BEGIN Provided information
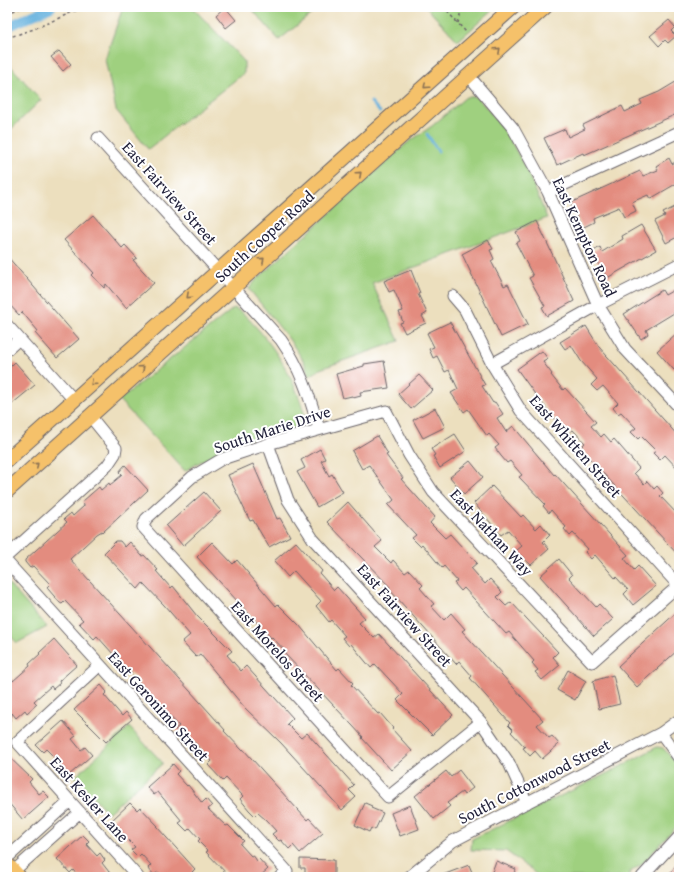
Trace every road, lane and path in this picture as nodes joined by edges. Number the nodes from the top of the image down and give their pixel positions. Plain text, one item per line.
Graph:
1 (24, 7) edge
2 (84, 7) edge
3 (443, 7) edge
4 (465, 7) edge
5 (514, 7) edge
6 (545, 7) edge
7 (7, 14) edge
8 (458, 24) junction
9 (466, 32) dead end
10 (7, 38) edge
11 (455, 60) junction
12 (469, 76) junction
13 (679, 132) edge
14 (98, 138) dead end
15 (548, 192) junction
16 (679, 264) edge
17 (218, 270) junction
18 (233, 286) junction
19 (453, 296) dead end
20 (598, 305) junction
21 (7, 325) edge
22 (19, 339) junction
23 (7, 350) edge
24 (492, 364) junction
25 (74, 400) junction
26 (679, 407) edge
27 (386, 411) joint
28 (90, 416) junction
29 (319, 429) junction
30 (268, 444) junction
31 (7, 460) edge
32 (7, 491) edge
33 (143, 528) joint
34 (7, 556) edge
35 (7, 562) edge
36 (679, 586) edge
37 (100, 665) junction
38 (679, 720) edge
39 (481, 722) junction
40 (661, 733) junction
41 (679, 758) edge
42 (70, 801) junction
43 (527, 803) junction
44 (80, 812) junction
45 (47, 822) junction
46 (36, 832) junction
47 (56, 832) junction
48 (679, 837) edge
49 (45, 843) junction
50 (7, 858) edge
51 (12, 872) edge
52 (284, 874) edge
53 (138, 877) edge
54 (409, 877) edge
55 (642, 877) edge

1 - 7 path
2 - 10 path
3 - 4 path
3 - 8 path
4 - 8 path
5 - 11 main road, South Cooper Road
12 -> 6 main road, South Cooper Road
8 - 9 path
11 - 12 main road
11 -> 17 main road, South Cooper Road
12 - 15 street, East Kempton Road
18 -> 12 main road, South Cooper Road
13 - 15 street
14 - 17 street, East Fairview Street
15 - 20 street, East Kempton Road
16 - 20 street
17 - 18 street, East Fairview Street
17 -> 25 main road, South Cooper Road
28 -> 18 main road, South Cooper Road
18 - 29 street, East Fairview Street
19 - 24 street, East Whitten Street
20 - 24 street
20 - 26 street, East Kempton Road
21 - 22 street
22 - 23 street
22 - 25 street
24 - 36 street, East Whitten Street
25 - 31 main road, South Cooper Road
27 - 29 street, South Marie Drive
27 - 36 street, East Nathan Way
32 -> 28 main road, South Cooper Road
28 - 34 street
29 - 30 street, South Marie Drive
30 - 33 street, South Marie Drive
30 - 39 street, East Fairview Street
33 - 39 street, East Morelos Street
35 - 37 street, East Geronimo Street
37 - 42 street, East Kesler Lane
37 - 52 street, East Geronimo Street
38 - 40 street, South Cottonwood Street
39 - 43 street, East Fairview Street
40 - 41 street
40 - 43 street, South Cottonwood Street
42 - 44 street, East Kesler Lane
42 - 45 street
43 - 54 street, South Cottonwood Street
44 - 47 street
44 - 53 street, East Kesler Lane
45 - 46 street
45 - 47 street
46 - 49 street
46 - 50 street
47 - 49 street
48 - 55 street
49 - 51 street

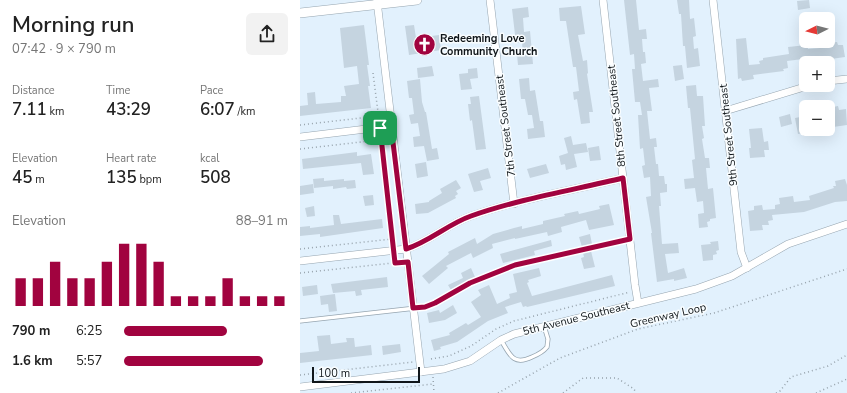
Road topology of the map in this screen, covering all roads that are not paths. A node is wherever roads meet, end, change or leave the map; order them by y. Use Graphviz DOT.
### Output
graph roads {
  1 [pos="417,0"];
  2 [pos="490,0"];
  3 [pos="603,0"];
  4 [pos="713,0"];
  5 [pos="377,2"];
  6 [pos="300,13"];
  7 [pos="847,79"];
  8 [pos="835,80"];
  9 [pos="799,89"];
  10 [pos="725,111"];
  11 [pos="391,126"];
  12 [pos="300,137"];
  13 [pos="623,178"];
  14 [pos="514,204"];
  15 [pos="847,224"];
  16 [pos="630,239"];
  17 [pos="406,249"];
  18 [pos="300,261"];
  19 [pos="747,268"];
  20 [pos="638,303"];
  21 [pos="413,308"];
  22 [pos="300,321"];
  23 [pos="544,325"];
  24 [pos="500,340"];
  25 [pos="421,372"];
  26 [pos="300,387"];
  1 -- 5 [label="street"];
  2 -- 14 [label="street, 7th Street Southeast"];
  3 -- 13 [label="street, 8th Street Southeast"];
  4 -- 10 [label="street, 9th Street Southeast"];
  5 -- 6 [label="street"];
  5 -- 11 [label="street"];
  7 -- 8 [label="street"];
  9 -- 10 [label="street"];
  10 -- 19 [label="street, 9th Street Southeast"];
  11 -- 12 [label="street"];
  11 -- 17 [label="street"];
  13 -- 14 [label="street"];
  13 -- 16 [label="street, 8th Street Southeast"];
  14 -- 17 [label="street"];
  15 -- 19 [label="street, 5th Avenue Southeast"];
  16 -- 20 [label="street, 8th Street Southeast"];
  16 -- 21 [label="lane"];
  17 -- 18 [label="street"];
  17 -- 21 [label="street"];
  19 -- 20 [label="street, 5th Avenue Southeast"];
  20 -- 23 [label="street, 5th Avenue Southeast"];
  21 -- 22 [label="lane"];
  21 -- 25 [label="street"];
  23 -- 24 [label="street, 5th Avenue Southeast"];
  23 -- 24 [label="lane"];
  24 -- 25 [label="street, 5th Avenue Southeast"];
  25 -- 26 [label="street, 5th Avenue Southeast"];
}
END Provided information
Copy the listing exactly. Leave the pictures out.

Trace every road, lane and path in this picture as nodes joined by edges. Number the nodes from the top of the image down and give their pixel positions. Plain text, one item per line.
Graph:
1 (24, 7) edge
2 (84, 7) edge
3 (443, 7) edge
4 (465, 7) edge
5 (514, 7) edge
6 (545, 7) edge
7 (7, 14) edge
8 (458, 24) junction
9 (466, 32) dead end
10 (7, 38) edge
11 (455, 60) junction
12 (469, 76) junction
13 (679, 132) edge
14 (98, 138) dead end
15 (548, 192) junction
16 (679, 264) edge
17 (218, 270) junction
18 (233, 286) junction
19 (453, 296) dead end
20 (598, 305) junction
21 (7, 325) edge
22 (19, 339) junction
23 (7, 350) edge
24 (492, 364) junction
25 (74, 400) junction
26 (679, 407) edge
27 (386, 411) joint
28 (90, 416) junction
29 (319, 429) junction
30 (268, 444) junction
31 (7, 460) edge
32 (7, 491) edge
33 (143, 528) joint
34 (7, 556) edge
35 (7, 562) edge
36 (679, 586) edge
37 (100, 665) junction
38 (679, 720) edge
39 (481, 722) junction
40 (661, 733) junction
41 (679, 758) edge
42 (70, 801) junction
43 (527, 803) junction
44 (80, 812) junction
45 (47, 822) junction
46 (36, 832) junction
47 (56, 832) junction
48 (679, 837) edge
49 (45, 843) junction
50 (7, 858) edge
51 (12, 872) edge
52 (284, 874) edge
53 (138, 877) edge
54 (409, 877) edge
55 (642, 877) edge

1 - 7 path
2 - 10 path
3 - 4 path
3 - 8 path
4 - 8 path
5 - 11 main road, South Cooper Road
12 -> 6 main road, South Cooper Road
8 - 9 path
11 - 12 main road
11 -> 17 main road, South Cooper Road
12 - 15 street, East Kempton Road
18 -> 12 main road, South Cooper Road
13 - 15 street
14 - 17 street, East Fairview Street
15 - 20 street, East Kempton Road
16 - 20 street
17 - 18 street, East Fairview Street
17 -> 25 main road, South Cooper Road
28 -> 18 main road, South Cooper Road
18 - 29 street, East Fairview Street
19 - 24 street, East Whitten Street
20 - 24 street
20 - 26 street, East Kempton Road
21 - 22 street
22 - 23 street
22 - 25 street
24 - 36 street, East Whitten Street
25 - 31 main road, South Cooper Road
27 - 29 street, South Marie Drive
27 - 36 street, East Nathan Way
32 -> 28 main road, South Cooper Road
28 - 34 street
29 - 30 street, South Marie Drive
30 - 33 street, South Marie Drive
30 - 39 street, East Fairview Street
33 - 39 street, East Morelos Street
35 - 37 street, East Geronimo Street
37 - 42 street, East Kesler Lane
37 - 52 street, East Geronimo Street
38 - 40 street, South Cottonwood Street
39 - 43 street, East Fairview Street
40 - 41 street
40 - 43 street, South Cottonwood Street
42 - 44 street, East Kesler Lane
42 - 45 street
43 - 54 street, South Cottonwood Street
44 - 47 street
44 - 53 street, East Kesler Lane
45 - 46 street
45 - 47 street
46 - 49 street
46 - 50 street
47 - 49 street
48 - 55 street
49 - 51 street

Road topology of the map in this screen, covering all roads that are not paths. A node is wherever roads meet, end, change or leave the map; order them by y. Use Graphviz DOT.
### Output
graph roads {
  1 [pos="417,0"];
  2 [pos="490,0"];
  3 [pos="603,0"];
  4 [pos="713,0"];
  5 [pos="377,2"];
  6 [pos="300,13"];
  7 [pos="847,79"];
  8 [pos="835,80"];
  9 [pos="799,89"];
  10 [pos="725,111"];
  11 [pos="391,126"];
  12 [pos="300,137"];
  13 [pos="623,178"];
  14 [pos="514,204"];
  15 [pos="847,224"];
  16 [pos="630,239"];
  17 [pos="406,249"];
  18 [pos="300,261"];
  19 [pos="747,268"];
  20 [pos="638,303"];
  21 [pos="413,308"];
  22 [pos="300,321"];
  23 [pos="544,325"];
  24 [pos="500,340"];
  25 [pos="421,372"];
  26 [pos="300,387"];
  1 -- 5 [label="street"];
  2 -- 14 [label="street, 7th Street Southeast"];
  3 -- 13 [label="street, 8th Street Southeast"];
  4 -- 10 [label="street, 9th Street Southeast"];
  5 -- 6 [label="street"];
  5 -- 11 [label="street"];
  7 -- 8 [label="street"];
  9 -- 10 [label="street"];
  10 -- 19 [label="street, 9th Street Southeast"];
  11 -- 12 [label="street"];
  11 -- 17 [label="street"];
  13 -- 14 [label="street"];
  13 -- 16 [label="street, 8th Street Southeast"];
  14 -- 17 [label="street"];
  15 -- 19 [label="street, 5th Avenue Southeast"];
  16 -- 20 [label="street, 8th Street Southeast"];
  16 -- 21 [label="lane"];
  17 -- 18 [label="street"];
  17 -- 21 [label="street"];
  19 -- 20 [label="street, 5th Avenue Southeast"];
  20 -- 23 [label="street, 5th Avenue Southeast"];
  21 -- 22 [label="lane"];
  21 -- 25 [label="street"];
  23 -- 24 [label="street, 5th Avenue Southeast"];
  23 -- 24 [label="lane"];
  24 -- 25 [label="street, 5th Avenue Southeast"];
  25 -- 26 [label="street, 5th Avenue Southeast"];
}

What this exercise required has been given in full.